P. scotica can only reproduce from seed. It comes into flower twice each year, the first flowering takes place in the early spring and the second in the summer; however, some plants do not flower. Reproduction is normally through self-fertilisation but when the plants are cross-pollinated by insects this can lead to longer-lived more vigorous plants. This species requires short vegetation to survive and can often be a coloniser of small areas of bare soil, for example in the slots made by the hoofs of ungulates. Scottish primroses are perennial and once they are mature they can persist at a site long after it has become unsuitable for germination. Severe winters can lead to high mortality of young plants.

==Taxonomy==
Primula scotica is most closely related to Primula scandinavica which occurs in Norway and north-west Sweden, and more distantly to the Arctic species Primula stricta.

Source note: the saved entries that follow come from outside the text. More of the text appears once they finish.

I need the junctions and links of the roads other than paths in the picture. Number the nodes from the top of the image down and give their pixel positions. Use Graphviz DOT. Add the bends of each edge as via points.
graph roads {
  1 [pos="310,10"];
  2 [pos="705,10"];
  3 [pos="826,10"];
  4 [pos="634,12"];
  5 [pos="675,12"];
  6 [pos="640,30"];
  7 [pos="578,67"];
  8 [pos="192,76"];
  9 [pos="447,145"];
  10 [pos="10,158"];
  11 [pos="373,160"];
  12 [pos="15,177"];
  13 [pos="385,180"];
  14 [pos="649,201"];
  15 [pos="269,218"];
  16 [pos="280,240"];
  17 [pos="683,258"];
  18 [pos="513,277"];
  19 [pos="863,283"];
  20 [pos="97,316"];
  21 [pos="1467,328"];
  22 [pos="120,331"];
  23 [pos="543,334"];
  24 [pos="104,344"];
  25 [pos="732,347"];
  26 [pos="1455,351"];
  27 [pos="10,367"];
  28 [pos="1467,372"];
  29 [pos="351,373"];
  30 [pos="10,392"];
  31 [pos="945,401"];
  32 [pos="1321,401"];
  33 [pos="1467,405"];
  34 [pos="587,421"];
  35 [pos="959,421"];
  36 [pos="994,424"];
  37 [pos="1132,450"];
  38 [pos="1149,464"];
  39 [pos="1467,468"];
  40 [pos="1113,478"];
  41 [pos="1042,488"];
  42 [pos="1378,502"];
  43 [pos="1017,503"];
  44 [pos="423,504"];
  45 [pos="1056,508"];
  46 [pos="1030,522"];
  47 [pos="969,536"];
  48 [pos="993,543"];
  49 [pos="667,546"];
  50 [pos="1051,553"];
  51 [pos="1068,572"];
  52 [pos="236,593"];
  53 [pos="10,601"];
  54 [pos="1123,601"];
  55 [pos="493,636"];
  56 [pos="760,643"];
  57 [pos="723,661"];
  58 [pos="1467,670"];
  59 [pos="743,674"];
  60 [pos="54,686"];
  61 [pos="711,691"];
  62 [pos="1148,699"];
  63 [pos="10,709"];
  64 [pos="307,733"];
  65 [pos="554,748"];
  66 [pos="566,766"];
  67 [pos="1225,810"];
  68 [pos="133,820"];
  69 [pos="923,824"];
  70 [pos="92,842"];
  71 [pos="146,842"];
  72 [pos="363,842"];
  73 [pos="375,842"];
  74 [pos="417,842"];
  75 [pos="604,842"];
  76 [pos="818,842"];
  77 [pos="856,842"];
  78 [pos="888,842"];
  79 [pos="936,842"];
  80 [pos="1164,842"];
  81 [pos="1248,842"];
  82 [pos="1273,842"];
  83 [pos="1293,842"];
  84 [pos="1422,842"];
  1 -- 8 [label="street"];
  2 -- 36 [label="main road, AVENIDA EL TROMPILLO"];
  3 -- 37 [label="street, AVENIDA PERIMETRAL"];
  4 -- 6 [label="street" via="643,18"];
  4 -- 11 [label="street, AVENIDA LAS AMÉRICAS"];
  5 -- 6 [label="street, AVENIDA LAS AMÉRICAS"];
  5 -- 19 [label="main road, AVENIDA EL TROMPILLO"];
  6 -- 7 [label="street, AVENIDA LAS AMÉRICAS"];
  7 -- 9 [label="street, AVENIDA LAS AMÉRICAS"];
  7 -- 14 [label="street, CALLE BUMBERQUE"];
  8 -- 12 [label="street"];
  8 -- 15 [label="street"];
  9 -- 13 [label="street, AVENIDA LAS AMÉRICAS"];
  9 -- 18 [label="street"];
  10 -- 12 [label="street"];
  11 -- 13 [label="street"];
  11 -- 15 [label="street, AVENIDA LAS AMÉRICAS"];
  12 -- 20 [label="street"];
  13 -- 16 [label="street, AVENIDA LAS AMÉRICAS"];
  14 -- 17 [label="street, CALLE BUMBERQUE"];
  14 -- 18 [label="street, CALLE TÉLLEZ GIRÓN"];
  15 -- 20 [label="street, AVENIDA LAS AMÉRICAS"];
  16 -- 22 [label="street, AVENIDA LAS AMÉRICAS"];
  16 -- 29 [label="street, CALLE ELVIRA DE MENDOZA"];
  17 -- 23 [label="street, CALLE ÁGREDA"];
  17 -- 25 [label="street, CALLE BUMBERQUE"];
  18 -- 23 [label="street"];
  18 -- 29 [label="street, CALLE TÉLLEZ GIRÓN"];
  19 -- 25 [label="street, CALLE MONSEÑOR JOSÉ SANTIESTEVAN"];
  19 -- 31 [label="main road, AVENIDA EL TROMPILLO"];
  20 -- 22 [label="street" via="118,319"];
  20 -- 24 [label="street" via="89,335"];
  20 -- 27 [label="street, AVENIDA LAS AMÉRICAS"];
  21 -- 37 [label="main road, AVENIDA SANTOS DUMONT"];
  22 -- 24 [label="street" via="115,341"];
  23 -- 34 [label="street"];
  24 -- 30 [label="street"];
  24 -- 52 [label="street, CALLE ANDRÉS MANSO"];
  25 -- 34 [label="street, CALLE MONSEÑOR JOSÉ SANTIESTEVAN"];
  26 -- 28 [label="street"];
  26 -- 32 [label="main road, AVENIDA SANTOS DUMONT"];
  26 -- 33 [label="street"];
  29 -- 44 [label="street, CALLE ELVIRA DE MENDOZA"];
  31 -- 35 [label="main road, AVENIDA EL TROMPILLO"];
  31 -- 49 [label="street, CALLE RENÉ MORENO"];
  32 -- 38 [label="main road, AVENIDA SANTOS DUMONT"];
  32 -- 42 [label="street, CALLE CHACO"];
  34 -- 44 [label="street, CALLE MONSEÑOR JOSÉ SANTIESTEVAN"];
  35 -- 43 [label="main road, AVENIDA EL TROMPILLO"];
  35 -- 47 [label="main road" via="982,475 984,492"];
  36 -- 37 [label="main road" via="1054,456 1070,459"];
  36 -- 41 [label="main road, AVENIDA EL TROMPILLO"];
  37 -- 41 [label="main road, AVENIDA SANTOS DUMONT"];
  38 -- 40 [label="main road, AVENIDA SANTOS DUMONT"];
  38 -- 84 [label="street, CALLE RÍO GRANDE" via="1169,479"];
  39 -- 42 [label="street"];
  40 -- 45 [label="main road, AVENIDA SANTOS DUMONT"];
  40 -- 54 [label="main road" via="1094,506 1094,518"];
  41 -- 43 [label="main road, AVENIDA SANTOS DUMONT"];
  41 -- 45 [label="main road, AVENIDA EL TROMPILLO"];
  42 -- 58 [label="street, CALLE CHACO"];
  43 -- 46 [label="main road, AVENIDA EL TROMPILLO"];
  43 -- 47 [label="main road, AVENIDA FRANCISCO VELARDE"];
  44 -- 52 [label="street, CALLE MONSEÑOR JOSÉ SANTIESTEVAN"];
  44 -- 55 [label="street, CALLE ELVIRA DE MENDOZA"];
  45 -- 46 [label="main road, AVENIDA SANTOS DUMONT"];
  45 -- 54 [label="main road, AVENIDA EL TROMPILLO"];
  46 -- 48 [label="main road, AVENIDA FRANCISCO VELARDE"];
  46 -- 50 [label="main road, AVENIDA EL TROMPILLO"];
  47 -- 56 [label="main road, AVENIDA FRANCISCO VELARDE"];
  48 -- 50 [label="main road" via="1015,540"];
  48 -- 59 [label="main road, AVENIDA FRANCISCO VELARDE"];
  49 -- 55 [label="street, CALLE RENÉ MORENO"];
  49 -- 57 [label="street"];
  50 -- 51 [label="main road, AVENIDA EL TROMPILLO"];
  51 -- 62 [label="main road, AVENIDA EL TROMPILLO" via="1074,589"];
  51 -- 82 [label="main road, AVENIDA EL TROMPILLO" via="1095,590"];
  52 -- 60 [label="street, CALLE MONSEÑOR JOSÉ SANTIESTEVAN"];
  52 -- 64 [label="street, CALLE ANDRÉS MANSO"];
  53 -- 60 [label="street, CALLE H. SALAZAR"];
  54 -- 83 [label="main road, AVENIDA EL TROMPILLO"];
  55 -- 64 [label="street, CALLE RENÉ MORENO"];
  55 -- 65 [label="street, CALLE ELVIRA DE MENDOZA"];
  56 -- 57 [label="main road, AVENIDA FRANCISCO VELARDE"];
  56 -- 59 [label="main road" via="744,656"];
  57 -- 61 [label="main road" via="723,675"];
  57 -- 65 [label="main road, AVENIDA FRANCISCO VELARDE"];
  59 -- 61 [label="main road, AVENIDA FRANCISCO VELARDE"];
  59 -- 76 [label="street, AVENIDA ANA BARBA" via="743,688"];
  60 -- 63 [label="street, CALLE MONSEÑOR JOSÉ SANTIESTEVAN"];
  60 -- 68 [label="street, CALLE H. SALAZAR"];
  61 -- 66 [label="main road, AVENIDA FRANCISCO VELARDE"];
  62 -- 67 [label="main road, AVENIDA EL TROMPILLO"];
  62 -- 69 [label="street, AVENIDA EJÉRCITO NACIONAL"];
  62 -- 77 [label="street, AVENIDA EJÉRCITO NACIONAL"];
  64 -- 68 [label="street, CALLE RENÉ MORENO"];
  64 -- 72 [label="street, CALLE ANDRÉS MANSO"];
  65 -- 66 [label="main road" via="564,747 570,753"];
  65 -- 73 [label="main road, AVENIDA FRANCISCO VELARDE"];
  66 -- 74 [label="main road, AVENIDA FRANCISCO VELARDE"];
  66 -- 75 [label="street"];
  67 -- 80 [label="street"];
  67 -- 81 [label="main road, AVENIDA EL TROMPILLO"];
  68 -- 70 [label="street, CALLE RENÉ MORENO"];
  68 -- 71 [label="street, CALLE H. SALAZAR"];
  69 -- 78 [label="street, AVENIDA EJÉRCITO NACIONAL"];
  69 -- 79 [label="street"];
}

==Threats and conservation==
Primula scotica requires short vegetation and its habitat can become unsuitable if grazing is too light, similarly too heavy grazing can also have a deleterious effect on the quality of habitat, especially if the plants are consumed by the herbivores. There has also been a loss of habitat to agricultural intensification and to tree planting. Climate change is also a threat to this species which is sensitive to extremes of climate. Conservation of a few sites with appropriate management, such as grazing, should secure this rare plant which has low genetic diversity.

==Culture==
Primula scotica is the county flower of Caithness and was the original symbol of the Scottish Wildlife Trust.